### Exercise
Please retype the entries that follow exactly as they are, leaving the images behind.

### Dataset entries
┄┄┄┄┄┄┄┄┄┄┄┄┄┄┄┄┄┄┄┄
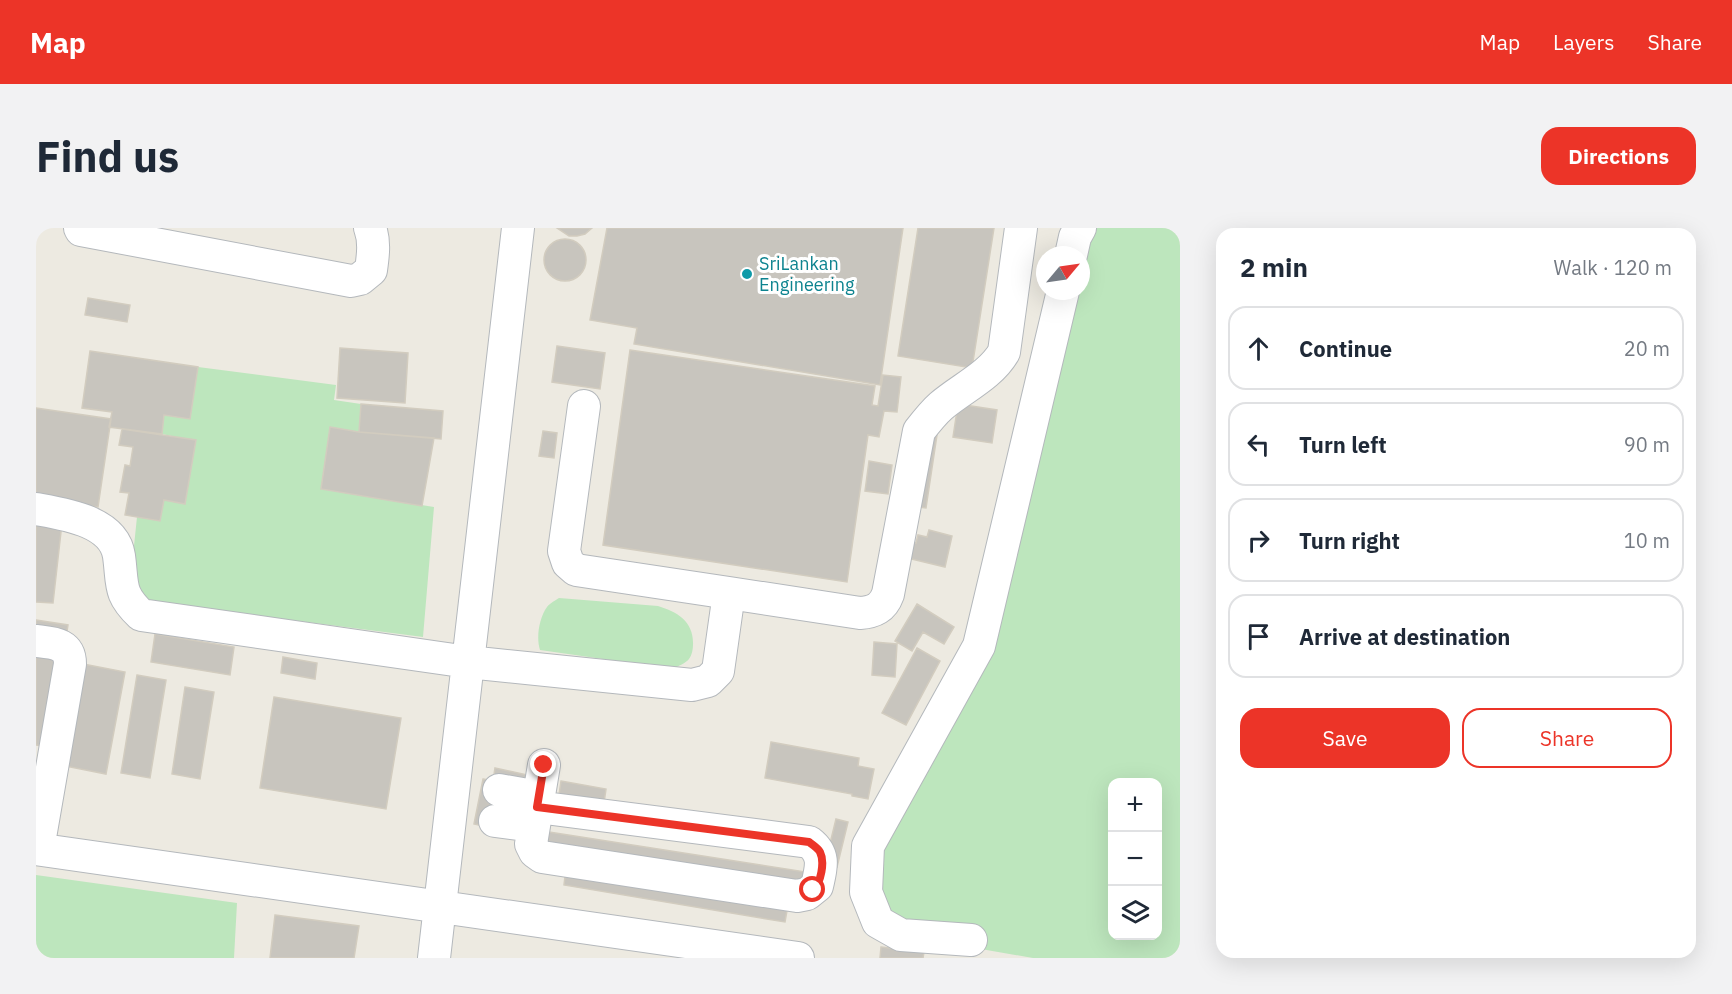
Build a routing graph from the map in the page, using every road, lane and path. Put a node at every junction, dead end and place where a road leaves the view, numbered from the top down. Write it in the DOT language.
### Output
graph roads {
  1 [pos="80,228"];
  2 [pos="370,228"];
  3 [pos="518,228"];
  4 [pos="1022,228"];
  5 [pos="1080,228"];
  6 [pos="1074,246"];
  7 [pos="1061,300"];
  8 [pos="584,406"];
  9 [pos="36,509"];
  10 [pos="729,593"];
  11 [pos="36,640"];
  12 [pos="468,662"];
  13 [pos="544,765"];
  14 [pos="43,776"];
  15 [pos="478,787"];
  16 [pos="537,810"];
  17 [pos="474,818"];
  18 [pos="37,849"];
  19 [pos="440,908"];
  20 [pos="971,940"];
  21 [pos="434,958"];
  22 [pos="798,958"];
  1 -- 2 [label="lane"];
  3 -- 12 [label="lane"];
  4 -- 10 [label="lane"];
  5 -- 6 [label="lane"];
  7 -- 20 [label="lane"];
  8 -- 10 [label="lane"];
  9 -- 12 [label="lane"];
  10 -- 12 [label="lane"];
  11 -- 14 [label="lane"];
  12 -- 15 [label="lane"];
  13 -- 16 [label="lane"];
  14 -- 18 [label="lane"];
  15 -- 16 [label="lane"];
  15 -- 17 [label="lane"];
  16 -- 16 [label="lane"];
  16 -- 17 [label="lane"];
  17 -- 19 [label="lane"];
  18 -- 19 [label="lane"];
  19 -- 21 [label="lane"];
  19 -- 22 [label="lane"];
}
┄┄┄┄┄┄┄┄┄┄┄┄┄┄┄┄┄┄┄┄
### Answer box
Build a routing graph from the map in the page, using every road, lane and path. Put a node at every junction, dead end and place where a road leaves the view, numbered from the top down. Write it in the DOT language.
### Output
graph roads {
  1 [pos="80,228"];
  2 [pos="370,228"];
  3 [pos="518,228"];
  4 [pos="1022,228"];
  5 [pos="1080,228"];
  6 [pos="1074,246"];
  7 [pos="1061,300"];
  8 [pos="584,406"];
  9 [pos="36,509"];
  10 [pos="729,593"];
  11 [pos="36,640"];
  12 [pos="468,662"];
  13 [pos="544,765"];
  14 [pos="43,776"];
  15 [pos="478,787"];
  16 [pos="537,810"];
  17 [pos="474,818"];
  18 [pos="37,849"];
  19 [pos="440,908"];
  20 [pos="971,940"];
  21 [pos="434,958"];
  22 [pos="798,958"];
  1 -- 2 [label="lane"];
  3 -- 12 [label="lane"];
  4 -- 10 [label="lane"];
  5 -- 6 [label="lane"];
  7 -- 20 [label="lane"];
  8 -- 10 [label="lane"];
  9 -- 12 [label="lane"];
  10 -- 12 [label="lane"];
  11 -- 14 [label="lane"];
  12 -- 15 [label="lane"];
  13 -- 16 [label="lane"];
  14 -- 18 [label="lane"];
  15 -- 16 [label="lane"];
  15 -- 17 [label="lane"];
  16 -- 16 [label="lane"];
  16 -- 17 [label="lane"];
  17 -- 19 [label="lane"];
  18 -- 19 [label="lane"];
  19 -- 21 [label="lane"];
  19 -- 22 [label="lane"];
}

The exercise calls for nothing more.